Sunday, 28 December 2014

In Memory of My Estonian Grandmother

2014 commemorated several historic events. It marked 100 years since the outbreak of World War I which precipitated the Estonian War of Independence.  My grandmother Hertha would also have turned 100 this year on 22nd February if she were still alive. Sadly she passed away in 1989 at the age of 75.

My grandmother Hertha often used to say she should write a book about her life because she had had such a colourful and eventful one. She was born in Tartu, moved to Germany with her Baltic German husband at the start of World War II and then eventually settled in Australia. For a ten year period from 1939 until 1949 her life was in a state of limbo as a result of war, occupation, being displaced and living in fear that she may be repatriated to her Soviet occupied homeland.  Even after she relocated to Australia she maintained a deep fear and loathing for the Russians and she always referred to them as that - never as 'Soviets', 'Red Army' or 'communists' etc. In her opinion the Russians were far worse than the Nazis and the massacres of civilians in Nemmersdorf and Metgethen perpetrated by the Red Army is proof that they were at least as evil. Unfortunately my grandmother never got around to putting pen to paper, not even in diary form, so many of those life experiences stayed private and simply went with her to the grave.

My favourite photograph of my grandmother.
She was born Hertha Lindser in Tartu on the 22nd of February 1914. 
Three people dear to me share my grandmother's birthday.

My grandmother never told us the full story of her life. No doubt there were turbulent times, painful memories and things she simply wanted to forget. For the past twenty years I have been trying to put the pieces of her life together and its only been through my persistent research that I have finally managed to fill in many of the gaps.

My grandmother Hertha left Estonia with her Baltic German husband Helmuth Pralitz and his cousin Armin Kraemann during the first wave of the Baltic German Resettlement Program. Unfortunately Armin (pictured here with my grandmother) did not survive the war. He died in Hamburg in April 1945.

For several years during WWII my grandmother lived in central Poland in the city of Łódź.

Zoo Camp Hamburg

My grandmother's marriage to Helmuth did not end well and in 1944 they parted ways. It was during this time that the Red Army were advancing in Germany which forced my grandmother and thousands of others to flee to the West. After the war my grandmother and uncle Kuno sought refuge in the displaced persons camp in Hamburg known as 'Zoo Camp'. It was here that my grandmother met my grandfather Alexander.

SS Dundalk Bay

My grandparents sailed separately to Australia. My grandmother and her young son Kuno sailed to Australia on board SS Dundalk Bay which departed from Italy. They arrived in Australia on the 10th of April 1949. After arriving in their new adopted country they were sent to a processing centre and then stayed at the Uranqunity Migrant Centre in New South Wales. My grandfather had already been living at Uranquinty for several months prior to her arrival.

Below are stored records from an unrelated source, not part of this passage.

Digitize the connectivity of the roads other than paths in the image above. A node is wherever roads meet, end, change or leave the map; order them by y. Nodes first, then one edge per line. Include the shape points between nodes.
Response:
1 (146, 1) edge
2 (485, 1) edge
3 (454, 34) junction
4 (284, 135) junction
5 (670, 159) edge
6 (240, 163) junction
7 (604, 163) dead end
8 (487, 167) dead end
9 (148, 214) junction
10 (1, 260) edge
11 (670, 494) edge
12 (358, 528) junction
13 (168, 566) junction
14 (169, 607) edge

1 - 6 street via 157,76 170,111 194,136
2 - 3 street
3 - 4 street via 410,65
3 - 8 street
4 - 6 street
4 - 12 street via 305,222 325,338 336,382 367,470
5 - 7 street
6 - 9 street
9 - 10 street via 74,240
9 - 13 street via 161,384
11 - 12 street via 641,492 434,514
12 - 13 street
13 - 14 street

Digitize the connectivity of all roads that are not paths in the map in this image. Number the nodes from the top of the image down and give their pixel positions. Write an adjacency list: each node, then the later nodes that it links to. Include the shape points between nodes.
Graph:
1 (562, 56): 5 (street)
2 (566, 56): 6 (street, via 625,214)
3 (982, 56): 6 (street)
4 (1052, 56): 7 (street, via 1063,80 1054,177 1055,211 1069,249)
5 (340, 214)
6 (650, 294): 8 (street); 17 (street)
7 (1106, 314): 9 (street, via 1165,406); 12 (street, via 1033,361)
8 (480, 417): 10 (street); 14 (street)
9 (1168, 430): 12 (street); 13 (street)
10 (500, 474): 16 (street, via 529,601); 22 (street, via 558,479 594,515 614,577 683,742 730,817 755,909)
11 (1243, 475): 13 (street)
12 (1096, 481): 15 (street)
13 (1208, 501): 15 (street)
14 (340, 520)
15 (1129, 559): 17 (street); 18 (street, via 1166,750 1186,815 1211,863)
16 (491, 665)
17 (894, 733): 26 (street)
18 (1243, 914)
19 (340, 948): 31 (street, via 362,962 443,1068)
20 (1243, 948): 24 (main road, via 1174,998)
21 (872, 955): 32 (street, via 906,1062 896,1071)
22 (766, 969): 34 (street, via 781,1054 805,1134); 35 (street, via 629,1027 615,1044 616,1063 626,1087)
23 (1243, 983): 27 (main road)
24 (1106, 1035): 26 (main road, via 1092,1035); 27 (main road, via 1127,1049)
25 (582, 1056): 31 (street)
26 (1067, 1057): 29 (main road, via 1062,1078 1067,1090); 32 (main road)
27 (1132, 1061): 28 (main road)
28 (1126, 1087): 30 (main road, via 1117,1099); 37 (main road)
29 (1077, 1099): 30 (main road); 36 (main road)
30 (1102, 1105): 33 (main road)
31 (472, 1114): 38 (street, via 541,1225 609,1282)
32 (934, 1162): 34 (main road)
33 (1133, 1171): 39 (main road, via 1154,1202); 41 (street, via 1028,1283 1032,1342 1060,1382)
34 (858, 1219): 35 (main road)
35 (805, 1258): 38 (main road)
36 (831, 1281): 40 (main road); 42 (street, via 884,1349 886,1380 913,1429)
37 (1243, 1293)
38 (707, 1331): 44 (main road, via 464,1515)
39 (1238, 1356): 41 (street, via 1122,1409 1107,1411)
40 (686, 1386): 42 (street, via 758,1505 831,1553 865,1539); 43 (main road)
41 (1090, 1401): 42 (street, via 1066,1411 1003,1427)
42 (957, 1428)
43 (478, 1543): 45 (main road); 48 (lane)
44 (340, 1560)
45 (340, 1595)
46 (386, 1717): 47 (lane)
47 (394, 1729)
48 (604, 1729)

My grandparents in Australia with my father, uncle and great-grandmother.

My grandparents married in Wagga Wagga in 1949. They spent several years living in Queensland before moving to the Sydney beachside suburb of Manly. They had two sons.

It was never my grandmother's intention to permanently settle in Australia, she had dreams of living in America but unfortunately her immigration application was rejected  Even in the 1960s she still hoped to move to the USA but by that time my grandfather was settled in Australia, he liked it there and didn't want to start over again. Manly is an absolutely beautiful part of Australia, the perfect place to raise a family. My family still live there today.

In 1989 my grandmother passed away while living in Manly. It was a direct result of her smoking, a dreadful habit she had developed later in life. I wish she had lived longer but unfortunately that was something out of my control. I was only thirteen years old at the time. I would love to have heard more about her stories and life experiences to gain a better understanding of the woman she was.

Sadly, this generation of Estonians are slowly leaving us. Everyone who left Estonia due to the war and occupation are now in their senior years, many of them aged in their nineties. It is important for us to record and preserve their stories as they are the ones who remember Estonia during its first period of independence, before everything changed.  Everyone I have spoken to who lived in Estonia during the 1930s all have glowing praise of how wonderful life used to be there before the Soviet invasion and occupation. Earlier this year I was in contact with a distant relative who now lives in Brazil.  She recounted her father's words to me of his life in Estonia before he was forced to flee. He said, - 'no matter rich or poor, everyone was happy in Estonia - it was a wonderful place to live'.  And from all the photographs I have seen, I have to agree!